Daniel Ohm war der einzige Angeklagte in diesem Prozess. Das ist erstaunlich angesichts der Tatsache, dass die Neonazis, die sich nach dem Angriff auf das Wohnhaus in drei Kleintransportern entfernt hatten, später im Zuge einer weiträumigen Polizeifahndung angehalten und kontrolliert wurden. Unter den Insassen dieser Fahrzeuge befanden sich neben Daniel Ohm drei weitere Politiker der NPD: Tino Müller (stellvertretender Vorsitzender der NPD-Landtagsfraktion), dessen Bruder Marko (NPD-Landesvorstand) sowie Norman Runge (Mitglied des Kreistags des Landkreises Mecklenburgische Seenplatte). Die Staatsanwaltschaft Stralsund hatte zwar gegen die vier Neonazis wegen schweren Landfriedensbruchs ermittelt und dafür sogar die Immunität Tino Müllers aufgehoben, doch endeten die Ermittlungen gegen das Landtagsmitglied ergebnislos. Als einziger Angreifer aus der Gruppe sei Daniel Ohm — der bereits am 12. Juni vor dem Amtsgericht Tiergarten wegen des Angriffs auf einen Journalisten zu einer Geldstrafe von 60 Tagessätzen à 30 Euro verurteilt wurde — zweifelsfrei identifiziert worden. Gegen beide Urteile kann noch Berufung eingelegt werden.

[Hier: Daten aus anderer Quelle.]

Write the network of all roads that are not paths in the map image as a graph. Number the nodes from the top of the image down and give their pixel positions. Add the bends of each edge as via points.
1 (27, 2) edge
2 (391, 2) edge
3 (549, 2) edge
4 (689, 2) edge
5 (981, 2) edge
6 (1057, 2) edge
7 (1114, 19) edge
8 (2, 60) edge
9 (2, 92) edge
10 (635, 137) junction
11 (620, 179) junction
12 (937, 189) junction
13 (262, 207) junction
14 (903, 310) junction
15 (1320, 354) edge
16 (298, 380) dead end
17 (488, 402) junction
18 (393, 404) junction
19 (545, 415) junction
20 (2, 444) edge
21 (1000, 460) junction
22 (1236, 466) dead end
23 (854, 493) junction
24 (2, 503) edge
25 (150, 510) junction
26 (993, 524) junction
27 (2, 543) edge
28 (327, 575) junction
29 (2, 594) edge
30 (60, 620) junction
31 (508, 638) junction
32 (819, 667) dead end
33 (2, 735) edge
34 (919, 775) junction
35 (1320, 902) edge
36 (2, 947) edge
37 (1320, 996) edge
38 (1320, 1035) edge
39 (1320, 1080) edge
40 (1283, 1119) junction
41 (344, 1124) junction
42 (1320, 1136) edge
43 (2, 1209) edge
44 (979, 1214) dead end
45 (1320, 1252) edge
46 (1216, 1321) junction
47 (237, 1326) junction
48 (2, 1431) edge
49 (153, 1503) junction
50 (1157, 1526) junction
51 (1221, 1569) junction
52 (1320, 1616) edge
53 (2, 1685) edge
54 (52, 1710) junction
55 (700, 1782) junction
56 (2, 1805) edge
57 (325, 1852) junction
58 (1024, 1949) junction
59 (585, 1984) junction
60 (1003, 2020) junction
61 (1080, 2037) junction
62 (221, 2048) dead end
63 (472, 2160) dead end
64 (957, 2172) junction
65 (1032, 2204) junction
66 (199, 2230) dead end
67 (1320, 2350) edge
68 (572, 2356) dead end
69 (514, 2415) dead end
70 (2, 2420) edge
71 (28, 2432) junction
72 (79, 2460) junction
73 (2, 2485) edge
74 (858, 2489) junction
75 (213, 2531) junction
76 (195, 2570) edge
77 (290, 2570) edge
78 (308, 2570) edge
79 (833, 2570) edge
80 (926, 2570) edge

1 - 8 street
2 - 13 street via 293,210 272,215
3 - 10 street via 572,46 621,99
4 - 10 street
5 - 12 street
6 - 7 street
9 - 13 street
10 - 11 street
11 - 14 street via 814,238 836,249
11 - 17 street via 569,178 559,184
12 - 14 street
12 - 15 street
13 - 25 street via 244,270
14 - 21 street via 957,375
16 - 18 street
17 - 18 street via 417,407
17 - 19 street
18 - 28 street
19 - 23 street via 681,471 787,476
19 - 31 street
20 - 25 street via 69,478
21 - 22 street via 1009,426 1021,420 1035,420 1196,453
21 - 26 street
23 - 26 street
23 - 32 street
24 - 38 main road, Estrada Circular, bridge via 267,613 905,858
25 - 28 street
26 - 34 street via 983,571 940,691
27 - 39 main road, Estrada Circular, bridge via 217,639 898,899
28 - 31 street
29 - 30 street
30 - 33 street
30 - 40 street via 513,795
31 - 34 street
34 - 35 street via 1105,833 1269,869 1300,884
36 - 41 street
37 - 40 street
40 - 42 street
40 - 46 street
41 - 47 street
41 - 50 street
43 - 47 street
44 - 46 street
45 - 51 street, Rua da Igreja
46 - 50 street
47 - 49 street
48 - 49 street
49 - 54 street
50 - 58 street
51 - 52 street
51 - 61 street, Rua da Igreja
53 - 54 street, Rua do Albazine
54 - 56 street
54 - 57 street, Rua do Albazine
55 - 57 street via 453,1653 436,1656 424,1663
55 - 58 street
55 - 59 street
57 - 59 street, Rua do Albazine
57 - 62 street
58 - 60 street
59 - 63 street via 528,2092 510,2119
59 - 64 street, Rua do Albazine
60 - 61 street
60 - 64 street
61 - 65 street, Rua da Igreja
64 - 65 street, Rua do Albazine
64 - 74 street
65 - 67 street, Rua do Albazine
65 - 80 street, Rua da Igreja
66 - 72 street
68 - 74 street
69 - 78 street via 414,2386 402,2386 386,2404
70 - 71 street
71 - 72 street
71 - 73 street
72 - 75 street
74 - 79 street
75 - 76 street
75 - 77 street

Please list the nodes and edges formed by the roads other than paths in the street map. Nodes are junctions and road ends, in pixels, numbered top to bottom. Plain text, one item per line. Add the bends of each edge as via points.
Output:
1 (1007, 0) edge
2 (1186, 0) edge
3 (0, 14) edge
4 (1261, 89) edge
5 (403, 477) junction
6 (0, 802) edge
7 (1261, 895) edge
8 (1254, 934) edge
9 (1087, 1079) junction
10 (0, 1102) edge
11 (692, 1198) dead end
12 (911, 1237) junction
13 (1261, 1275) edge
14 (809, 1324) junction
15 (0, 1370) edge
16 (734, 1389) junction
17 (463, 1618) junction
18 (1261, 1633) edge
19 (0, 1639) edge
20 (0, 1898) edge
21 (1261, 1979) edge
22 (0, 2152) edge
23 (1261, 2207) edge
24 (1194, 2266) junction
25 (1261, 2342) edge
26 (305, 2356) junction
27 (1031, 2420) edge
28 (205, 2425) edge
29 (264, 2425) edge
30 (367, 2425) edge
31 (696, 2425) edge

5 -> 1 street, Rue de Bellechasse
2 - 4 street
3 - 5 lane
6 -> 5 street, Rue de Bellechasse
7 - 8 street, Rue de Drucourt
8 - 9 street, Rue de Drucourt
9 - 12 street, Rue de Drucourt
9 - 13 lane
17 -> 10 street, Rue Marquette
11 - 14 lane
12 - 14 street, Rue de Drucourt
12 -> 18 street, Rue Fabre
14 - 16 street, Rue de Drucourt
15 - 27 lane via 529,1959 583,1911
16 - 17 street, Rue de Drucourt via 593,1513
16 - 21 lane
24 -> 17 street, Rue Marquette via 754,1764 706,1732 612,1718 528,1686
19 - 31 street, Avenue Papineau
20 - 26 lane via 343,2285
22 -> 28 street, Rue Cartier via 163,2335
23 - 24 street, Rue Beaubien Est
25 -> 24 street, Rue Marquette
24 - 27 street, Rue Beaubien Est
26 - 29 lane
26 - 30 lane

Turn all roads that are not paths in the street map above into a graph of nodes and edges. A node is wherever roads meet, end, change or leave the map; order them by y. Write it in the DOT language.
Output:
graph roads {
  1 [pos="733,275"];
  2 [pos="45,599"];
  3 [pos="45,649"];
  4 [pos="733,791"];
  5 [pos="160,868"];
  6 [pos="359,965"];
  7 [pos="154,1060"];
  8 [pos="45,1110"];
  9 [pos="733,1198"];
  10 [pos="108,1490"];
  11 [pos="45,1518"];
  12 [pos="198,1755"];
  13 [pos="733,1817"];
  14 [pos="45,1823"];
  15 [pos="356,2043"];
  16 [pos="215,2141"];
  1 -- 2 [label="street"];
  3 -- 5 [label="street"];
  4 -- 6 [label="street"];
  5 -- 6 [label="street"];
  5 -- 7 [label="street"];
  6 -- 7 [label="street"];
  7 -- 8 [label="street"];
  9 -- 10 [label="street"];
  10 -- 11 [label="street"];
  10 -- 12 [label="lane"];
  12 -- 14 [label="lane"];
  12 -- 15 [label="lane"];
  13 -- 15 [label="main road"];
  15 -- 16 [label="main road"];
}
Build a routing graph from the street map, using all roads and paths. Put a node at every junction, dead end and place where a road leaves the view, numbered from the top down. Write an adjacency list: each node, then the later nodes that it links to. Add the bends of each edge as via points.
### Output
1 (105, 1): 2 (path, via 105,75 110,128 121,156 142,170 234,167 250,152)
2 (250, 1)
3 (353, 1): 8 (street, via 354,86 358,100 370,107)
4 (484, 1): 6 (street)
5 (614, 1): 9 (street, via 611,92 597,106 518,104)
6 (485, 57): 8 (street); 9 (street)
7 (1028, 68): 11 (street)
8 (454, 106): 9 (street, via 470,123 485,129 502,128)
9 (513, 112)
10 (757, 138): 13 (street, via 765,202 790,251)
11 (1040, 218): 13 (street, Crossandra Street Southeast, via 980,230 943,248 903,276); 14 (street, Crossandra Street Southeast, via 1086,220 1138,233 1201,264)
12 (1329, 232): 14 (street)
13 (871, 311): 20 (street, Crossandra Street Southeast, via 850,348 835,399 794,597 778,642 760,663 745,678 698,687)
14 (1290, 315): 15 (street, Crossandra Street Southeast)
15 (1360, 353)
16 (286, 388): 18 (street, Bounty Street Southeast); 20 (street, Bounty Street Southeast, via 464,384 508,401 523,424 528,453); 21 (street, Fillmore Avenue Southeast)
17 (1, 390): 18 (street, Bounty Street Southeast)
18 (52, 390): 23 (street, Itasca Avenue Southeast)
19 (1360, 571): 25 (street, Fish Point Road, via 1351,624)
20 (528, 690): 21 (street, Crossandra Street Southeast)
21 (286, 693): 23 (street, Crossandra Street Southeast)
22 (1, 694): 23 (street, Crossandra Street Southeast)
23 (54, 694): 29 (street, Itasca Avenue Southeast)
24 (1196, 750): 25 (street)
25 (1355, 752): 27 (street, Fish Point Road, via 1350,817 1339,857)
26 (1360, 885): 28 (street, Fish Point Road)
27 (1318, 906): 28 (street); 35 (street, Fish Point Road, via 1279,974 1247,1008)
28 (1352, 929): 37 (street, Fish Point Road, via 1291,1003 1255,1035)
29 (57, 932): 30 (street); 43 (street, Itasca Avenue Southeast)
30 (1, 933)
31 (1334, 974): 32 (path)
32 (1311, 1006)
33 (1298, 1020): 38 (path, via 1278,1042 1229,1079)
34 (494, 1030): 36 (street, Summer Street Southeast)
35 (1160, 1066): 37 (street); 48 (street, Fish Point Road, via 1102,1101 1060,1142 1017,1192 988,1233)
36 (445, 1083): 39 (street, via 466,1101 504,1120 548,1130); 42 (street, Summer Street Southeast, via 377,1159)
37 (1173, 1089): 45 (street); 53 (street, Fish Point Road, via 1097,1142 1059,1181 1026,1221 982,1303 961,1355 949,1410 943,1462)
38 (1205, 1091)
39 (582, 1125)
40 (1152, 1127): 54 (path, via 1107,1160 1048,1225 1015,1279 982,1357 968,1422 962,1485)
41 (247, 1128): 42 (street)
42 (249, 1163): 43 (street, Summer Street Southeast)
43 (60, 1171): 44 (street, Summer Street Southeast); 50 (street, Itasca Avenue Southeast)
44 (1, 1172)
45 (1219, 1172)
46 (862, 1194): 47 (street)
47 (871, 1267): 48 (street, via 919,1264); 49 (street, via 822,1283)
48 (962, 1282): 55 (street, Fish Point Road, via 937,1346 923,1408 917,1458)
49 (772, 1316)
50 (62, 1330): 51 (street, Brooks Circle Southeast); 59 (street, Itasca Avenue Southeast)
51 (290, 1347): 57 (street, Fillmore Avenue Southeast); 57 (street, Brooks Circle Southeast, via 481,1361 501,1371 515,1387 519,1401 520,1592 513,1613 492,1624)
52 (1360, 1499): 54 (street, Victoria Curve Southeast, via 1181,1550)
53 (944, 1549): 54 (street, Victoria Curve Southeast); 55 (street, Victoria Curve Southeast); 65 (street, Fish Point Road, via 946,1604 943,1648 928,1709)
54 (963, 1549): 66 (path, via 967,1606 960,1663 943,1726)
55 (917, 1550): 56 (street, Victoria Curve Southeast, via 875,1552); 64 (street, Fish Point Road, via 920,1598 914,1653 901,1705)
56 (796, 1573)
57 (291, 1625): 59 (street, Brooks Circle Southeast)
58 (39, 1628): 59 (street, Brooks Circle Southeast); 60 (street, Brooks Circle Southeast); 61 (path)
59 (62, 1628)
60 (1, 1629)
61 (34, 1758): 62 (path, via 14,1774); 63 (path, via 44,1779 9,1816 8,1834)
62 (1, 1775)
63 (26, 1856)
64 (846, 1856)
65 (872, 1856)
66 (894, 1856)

Bei den angegriffenen Hausbewohnern sollen sowohl das Urteil als auch der Prozess einen „faden Beigeschmack“ hinterlassen haben. Kritik gibt es auch von der Piratenpartei, die in einer Pressemitteilung das Arbeitsergebnis von Polizei und Staatsanwaltschaft als „höchst peinlich“ bewertete: „Dass es nicht gelingt, einen so offensichtlichen Fall besser aufzuklären, ist erschreckend. Es erweckt kein Vertrauen in die Arbeit der Ermittlungsbehörden und schreckt zukünftige Täter auch nicht ab.“
- NPD-Politiker wegen versuchter Nötigung verurteilt (Lobbi, 01.07.2014)
- Nazi-Überfall in Grimmer Straße: Peinliche Ermittlungsergebnisse (Piratenpartei VG, 01.07.2014)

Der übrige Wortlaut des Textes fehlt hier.